> **Data items**:

%%

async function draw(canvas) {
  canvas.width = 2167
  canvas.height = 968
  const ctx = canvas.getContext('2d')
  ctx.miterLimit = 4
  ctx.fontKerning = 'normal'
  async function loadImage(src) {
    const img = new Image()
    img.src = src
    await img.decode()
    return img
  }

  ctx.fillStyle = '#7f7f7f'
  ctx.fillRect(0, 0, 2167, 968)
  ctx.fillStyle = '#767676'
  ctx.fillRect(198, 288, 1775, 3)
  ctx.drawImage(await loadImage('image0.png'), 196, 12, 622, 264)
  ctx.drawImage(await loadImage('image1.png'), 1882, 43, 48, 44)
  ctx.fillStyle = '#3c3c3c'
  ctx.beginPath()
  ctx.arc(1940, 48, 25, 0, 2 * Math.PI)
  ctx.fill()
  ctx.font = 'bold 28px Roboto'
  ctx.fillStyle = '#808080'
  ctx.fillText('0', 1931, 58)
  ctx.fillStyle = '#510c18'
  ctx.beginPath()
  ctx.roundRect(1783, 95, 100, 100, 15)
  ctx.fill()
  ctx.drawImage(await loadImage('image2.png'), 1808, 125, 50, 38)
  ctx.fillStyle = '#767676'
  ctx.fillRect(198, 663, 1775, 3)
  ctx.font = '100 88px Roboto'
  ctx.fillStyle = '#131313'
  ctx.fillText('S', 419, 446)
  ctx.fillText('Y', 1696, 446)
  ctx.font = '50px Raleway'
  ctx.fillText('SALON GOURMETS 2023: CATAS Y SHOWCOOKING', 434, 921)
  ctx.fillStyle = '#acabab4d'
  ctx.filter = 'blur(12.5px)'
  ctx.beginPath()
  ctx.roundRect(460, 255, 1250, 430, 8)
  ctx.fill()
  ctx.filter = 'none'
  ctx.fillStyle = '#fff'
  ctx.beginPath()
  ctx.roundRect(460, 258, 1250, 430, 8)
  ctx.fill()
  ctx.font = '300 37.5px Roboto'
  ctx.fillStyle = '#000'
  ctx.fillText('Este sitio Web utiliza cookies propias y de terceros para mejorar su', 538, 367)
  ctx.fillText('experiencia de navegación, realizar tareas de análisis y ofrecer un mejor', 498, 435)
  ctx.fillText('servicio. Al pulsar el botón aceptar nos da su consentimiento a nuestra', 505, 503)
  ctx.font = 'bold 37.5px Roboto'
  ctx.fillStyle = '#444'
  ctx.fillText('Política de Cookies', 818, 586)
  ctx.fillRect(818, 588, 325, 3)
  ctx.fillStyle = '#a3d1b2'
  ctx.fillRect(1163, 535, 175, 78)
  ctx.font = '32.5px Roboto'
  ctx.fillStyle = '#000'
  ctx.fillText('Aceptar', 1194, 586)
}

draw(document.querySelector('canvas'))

%%

> **DIRECTIONS**: From the entries above, copy out every line where the string "const" appears.

> **RESULT**:
  const ctx = canvas.getContext('2d')
    const img = new Image()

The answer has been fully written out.